J’ai 44 ans : mes amis proches ont connu des situations semblables ou vont les affronter avec leurs propres parents ou parentèle, mais on ne peut pas en parler ensemble ouvertement. Je ne blâme personne en particulier, mais je trouve folle cette capacité qu’ont les sociétés humaines et leurs membres à exclure tout simple échange (je ne parle même pas de débat !) sur ces questions. J’ai un peu l’impression que le silence de mes interlocuteurs me dit implicitement : tu es volontairement entrée dans un espace et une classe d’âge de nos sociétés humaines qui sont tabous, c’est une affaire qui t’est très personnelle et qui ne concerne pas le collectif. J’assume d’avoir traversé cette expérience, mais au-delà de mon cas personnel, je me dis qu’à refuser de parler de la maladie (à distinguer d’ailleurs du handicap) et de la mort, notre société se déshumanise quelque part. Peut-être que j’exagère, je ne sais pas.
Je me dis que la littérature de fiction et les blogs sont quelques uns des espaces où on peut transmettre des expériences, laisser les émotions transparaître et les révoltes affleurer. Mon commentaire n’apporte pas grand chose au schmilblick et ne traite pas du handicap proprement dit. Je manque d’outils intellectuels et d’expériences sur ce sujet. mais lire votre point de vue sur le handicap à l’école m’apparaît comme une richesse et me fait réfléchir. N’ayant pas d’enfants, je ne me rends pas du tout compte de comment les professeurs affrontent ces défis. Clairement, votre texte invite à l’humilité. Je me dis également, à vous lire, que ces problèmes sont toujours multifactoriels, mobilisent des acteurs sociaux très divers, et pourraient être envisagés de manière « globale ». Peut-être que les personnes concernées gagneraient à pouvoir s’adresser à des équipes pluridisciplinaires (éduc nat, santé etc.). Ça existe sans doute déjà, mais serait peut-être à encourager ?
Bonne journée. A bientôt :-)
Merci infiniment d’avoir pris le temps de laisser ce message. À mon tour, il me donne beaucoup de grain à moudre.
Vous avez raison de distinguer handicap et maladie (ma formulation est maladroite, ce n’est pas ma place de décider si vous avez raison ou pas, mais enfin j’espère que vous voyez l’idée :)) Les deux sont trop étroitement liés dans mon expérience puisque la sclérose en plaque est par définition invalidante. Mais le handicap recouvre d’autres réalités.
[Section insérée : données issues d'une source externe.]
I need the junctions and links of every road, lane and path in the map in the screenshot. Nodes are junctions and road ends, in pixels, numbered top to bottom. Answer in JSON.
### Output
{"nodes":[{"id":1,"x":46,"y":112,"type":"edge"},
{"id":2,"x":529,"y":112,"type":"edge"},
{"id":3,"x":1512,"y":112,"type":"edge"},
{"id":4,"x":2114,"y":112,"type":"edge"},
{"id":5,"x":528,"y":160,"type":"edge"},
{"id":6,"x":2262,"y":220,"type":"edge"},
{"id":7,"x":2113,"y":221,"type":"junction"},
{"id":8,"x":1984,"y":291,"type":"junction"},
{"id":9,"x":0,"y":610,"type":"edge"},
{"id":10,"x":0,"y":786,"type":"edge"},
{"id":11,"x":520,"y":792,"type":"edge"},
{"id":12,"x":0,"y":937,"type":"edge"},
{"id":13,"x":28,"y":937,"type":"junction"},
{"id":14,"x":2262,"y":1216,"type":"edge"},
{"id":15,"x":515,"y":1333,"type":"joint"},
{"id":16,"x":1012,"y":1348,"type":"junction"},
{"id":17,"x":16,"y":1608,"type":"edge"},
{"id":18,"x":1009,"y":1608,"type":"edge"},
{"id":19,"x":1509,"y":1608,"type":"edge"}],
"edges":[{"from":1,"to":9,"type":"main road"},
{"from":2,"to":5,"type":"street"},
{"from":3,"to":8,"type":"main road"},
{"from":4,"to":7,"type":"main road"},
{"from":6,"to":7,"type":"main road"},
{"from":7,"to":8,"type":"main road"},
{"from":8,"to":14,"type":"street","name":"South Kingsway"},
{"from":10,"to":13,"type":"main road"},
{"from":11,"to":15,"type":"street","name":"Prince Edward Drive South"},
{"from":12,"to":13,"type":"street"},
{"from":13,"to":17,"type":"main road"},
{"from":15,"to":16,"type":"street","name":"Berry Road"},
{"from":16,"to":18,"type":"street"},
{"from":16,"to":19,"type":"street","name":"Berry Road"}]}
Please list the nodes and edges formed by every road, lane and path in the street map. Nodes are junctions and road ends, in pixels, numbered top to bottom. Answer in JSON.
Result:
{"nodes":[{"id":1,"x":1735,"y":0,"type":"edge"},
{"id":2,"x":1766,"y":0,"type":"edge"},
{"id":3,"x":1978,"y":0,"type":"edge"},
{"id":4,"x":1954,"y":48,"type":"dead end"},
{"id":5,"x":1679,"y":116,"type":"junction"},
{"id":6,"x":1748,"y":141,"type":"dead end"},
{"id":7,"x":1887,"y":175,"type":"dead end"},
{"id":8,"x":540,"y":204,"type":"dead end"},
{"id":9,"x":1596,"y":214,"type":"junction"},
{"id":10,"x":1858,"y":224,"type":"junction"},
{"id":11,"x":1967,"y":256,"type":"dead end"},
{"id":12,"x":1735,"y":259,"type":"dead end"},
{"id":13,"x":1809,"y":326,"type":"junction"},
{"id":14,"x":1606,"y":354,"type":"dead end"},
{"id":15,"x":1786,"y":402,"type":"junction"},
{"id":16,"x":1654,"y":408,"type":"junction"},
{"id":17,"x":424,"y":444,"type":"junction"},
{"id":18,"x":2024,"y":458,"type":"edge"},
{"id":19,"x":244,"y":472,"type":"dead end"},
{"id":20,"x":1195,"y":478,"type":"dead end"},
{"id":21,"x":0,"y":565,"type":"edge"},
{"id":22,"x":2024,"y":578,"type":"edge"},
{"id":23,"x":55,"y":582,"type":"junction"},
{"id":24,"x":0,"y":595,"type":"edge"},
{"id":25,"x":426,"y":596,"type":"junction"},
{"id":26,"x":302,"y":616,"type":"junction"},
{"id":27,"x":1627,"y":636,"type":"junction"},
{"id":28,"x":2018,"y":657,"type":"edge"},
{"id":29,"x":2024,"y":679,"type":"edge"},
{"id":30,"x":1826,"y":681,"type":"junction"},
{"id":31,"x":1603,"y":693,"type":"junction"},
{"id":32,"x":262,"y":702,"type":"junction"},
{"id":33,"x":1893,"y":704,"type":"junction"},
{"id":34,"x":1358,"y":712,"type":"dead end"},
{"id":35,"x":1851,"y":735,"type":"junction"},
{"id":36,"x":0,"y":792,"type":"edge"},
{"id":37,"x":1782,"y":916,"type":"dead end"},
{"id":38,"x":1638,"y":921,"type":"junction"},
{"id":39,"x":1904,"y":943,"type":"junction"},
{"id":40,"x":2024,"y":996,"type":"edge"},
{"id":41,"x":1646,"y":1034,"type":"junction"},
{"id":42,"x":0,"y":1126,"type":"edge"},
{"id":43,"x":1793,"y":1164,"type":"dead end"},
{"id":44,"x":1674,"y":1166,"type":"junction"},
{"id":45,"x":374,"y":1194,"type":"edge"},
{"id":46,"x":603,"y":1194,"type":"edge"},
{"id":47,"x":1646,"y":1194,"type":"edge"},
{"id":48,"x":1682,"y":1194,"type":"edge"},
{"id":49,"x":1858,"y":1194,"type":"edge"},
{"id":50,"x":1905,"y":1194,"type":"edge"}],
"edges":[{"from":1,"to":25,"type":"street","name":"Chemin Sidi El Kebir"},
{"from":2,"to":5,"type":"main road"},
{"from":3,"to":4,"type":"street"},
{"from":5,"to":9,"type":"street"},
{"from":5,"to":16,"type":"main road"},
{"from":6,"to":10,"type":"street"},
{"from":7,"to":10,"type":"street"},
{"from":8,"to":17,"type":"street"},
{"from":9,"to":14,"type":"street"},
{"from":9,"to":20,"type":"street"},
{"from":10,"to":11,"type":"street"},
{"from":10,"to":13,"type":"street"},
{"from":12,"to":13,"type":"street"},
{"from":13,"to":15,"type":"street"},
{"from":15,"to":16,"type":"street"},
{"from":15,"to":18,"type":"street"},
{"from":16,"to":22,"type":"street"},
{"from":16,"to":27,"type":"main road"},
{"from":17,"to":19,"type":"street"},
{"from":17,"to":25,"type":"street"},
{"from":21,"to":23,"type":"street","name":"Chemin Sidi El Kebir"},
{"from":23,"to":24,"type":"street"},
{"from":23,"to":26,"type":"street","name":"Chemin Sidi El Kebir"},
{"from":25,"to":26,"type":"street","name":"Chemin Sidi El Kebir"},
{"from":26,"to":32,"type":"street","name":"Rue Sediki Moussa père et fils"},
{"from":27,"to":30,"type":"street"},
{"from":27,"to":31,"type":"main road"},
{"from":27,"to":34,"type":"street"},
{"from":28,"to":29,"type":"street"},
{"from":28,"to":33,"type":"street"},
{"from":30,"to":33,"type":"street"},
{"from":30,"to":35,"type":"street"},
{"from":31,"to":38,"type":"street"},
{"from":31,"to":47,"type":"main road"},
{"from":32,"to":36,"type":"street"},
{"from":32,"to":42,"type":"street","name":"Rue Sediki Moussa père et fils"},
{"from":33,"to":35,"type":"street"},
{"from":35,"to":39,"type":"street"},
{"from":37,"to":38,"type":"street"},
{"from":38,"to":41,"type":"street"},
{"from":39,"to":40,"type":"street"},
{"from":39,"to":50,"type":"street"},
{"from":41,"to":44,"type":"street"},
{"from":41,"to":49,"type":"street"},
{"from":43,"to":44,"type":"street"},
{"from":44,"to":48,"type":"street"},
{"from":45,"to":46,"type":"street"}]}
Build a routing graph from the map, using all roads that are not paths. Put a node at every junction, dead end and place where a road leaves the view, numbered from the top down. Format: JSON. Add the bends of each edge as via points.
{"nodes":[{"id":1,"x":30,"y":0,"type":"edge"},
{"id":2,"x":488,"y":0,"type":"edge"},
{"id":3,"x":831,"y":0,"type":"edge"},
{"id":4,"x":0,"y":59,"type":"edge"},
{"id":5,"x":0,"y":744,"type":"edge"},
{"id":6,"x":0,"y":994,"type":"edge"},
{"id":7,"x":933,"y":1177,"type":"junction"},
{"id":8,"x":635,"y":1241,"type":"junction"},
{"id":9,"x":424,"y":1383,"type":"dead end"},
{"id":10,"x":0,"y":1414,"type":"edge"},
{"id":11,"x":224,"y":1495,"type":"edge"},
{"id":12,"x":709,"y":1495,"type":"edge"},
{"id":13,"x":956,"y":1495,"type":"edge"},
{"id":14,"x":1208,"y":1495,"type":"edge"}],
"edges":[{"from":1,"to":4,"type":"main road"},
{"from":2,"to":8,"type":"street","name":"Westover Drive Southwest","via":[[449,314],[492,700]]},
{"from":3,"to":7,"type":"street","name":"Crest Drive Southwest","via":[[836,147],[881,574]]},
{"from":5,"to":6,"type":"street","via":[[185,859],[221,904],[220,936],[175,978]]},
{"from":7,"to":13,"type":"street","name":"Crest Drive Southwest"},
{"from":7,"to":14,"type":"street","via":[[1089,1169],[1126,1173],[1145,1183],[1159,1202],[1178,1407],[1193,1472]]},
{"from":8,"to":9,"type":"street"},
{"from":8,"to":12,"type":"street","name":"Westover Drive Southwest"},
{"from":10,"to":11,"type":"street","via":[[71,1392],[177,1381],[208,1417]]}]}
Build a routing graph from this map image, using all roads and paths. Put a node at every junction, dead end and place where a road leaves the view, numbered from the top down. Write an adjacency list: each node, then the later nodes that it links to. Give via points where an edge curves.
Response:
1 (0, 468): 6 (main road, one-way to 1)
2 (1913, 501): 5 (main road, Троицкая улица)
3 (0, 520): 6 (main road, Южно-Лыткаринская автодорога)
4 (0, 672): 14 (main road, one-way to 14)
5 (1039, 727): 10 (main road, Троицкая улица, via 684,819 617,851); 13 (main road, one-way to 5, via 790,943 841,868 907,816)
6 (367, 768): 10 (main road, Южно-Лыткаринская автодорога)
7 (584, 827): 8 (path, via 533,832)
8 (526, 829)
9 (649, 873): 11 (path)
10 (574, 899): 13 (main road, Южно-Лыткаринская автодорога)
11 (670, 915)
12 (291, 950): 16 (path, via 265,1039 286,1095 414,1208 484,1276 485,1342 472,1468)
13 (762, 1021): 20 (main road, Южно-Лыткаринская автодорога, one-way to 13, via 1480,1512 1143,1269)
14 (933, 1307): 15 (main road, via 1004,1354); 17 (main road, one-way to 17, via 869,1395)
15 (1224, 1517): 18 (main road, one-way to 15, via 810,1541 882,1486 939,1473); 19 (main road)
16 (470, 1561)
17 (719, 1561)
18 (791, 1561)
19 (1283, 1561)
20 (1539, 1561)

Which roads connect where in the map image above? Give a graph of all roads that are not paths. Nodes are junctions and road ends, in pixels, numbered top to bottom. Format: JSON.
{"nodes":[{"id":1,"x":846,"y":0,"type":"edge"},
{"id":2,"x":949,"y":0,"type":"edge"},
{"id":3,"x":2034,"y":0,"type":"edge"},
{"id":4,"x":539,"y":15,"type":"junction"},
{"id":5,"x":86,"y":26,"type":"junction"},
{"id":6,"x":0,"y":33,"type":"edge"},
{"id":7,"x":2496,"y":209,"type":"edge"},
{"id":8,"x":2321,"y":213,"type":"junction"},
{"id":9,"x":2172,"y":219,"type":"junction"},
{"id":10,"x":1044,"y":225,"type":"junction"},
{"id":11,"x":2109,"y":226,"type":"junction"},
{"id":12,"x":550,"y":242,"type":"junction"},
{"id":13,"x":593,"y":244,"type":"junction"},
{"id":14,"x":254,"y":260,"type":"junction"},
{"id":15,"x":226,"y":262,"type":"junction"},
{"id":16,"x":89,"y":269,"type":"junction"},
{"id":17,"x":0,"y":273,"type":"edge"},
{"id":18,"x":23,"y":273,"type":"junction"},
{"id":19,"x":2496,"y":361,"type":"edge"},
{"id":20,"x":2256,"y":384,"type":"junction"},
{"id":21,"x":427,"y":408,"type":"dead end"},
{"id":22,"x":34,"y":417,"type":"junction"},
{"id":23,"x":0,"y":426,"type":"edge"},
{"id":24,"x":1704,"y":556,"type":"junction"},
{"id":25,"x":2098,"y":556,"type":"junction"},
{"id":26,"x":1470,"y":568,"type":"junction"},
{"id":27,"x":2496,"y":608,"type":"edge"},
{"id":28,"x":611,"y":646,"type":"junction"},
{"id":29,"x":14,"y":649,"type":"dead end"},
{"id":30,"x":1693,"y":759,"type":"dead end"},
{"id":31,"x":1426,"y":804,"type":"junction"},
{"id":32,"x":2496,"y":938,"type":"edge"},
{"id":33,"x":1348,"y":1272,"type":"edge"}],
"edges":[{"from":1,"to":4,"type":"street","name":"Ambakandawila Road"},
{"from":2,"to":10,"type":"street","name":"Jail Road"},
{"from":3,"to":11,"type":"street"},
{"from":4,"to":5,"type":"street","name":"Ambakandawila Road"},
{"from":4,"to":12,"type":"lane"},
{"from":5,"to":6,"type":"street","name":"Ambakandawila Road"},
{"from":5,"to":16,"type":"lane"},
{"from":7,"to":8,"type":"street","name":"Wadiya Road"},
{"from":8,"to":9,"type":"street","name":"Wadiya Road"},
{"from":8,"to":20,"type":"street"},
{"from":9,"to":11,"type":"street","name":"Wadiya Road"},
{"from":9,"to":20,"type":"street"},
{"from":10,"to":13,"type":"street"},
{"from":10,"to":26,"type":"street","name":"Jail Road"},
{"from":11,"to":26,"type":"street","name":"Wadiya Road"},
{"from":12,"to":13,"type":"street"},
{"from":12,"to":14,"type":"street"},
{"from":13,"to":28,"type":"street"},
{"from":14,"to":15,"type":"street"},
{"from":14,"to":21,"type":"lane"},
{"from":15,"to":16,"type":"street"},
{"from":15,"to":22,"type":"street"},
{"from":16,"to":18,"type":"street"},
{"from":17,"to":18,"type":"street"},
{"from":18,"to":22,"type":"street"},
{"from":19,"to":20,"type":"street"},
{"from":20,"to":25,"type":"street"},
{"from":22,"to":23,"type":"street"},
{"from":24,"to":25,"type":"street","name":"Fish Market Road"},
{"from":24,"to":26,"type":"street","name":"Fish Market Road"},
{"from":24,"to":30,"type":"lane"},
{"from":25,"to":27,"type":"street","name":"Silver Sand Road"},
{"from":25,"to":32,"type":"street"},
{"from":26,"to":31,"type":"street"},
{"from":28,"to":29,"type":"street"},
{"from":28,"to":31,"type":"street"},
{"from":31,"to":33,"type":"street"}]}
Votre commentaire est si riche, il mériterait une réponse détaillée que je ne me sens pas capable de livrer, simplement parce qu’il incite à la réflexion et que je dois encore prendre le temps de retourner dans ma tête tout ce dont vous avez parlé.
Encore une fois, merci, mille fois. C’est si précieux pour moi, que vous ayez pris le temps d’écrire. Le résultat, pour ma part, c’est le sentiment d’un véritable échange : d’avoir été entendue, puis entraînée dans de nouvelles directions. Tout cela se ramifie dans ma tête.